**What is required**
From the first line below to the last, reproduce the material exactly and leave out the images.

**Data to process**

======

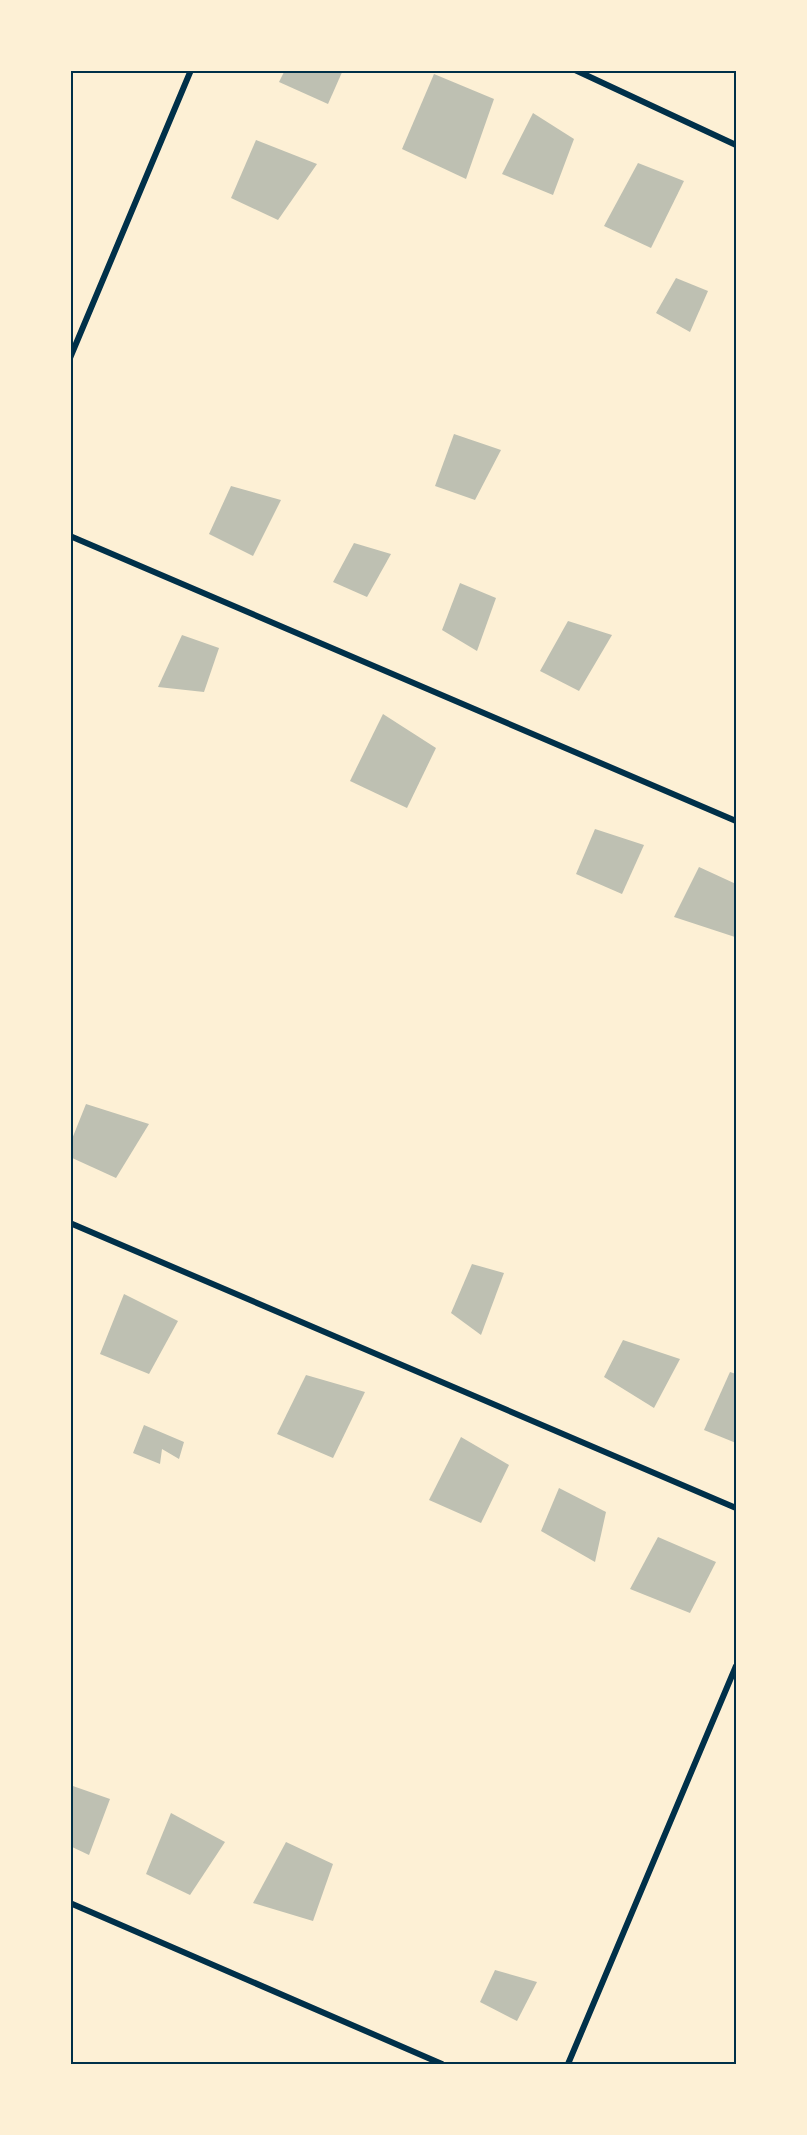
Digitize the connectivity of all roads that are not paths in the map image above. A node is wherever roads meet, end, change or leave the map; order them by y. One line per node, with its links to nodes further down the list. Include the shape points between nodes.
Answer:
1 (191, 70): 4 (street)
2 (575, 70): 3 (street)
3 (736, 145)
4 (70, 357)
5 (70, 536): 6 (street)
6 (736, 821)
7 (70, 1223): 8 (street)
8 (736, 1508)
9 (736, 1666): 12 (street)
10 (70, 1903): 11 (street)
11 (442, 2064)
12 (568, 2064)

======

**Answer box**
Digitize the connectivity of all roads that are not paths in the map image above. A node is wherever roads meet, end, change or leave the map; order them by y. One line per node, with its links to nodes further down the list. Include the shape points between nodes.
Answer:
1 (191, 70): 4 (street)
2 (575, 70): 3 (street)
3 (736, 145)
4 (70, 357)
5 (70, 536): 6 (street)
6 (736, 821)
7 (70, 1223): 8 (street)
8 (736, 1508)
9 (736, 1666): 12 (street)
10 (70, 1903): 11 (street)
11 (442, 2064)
12 (568, 2064)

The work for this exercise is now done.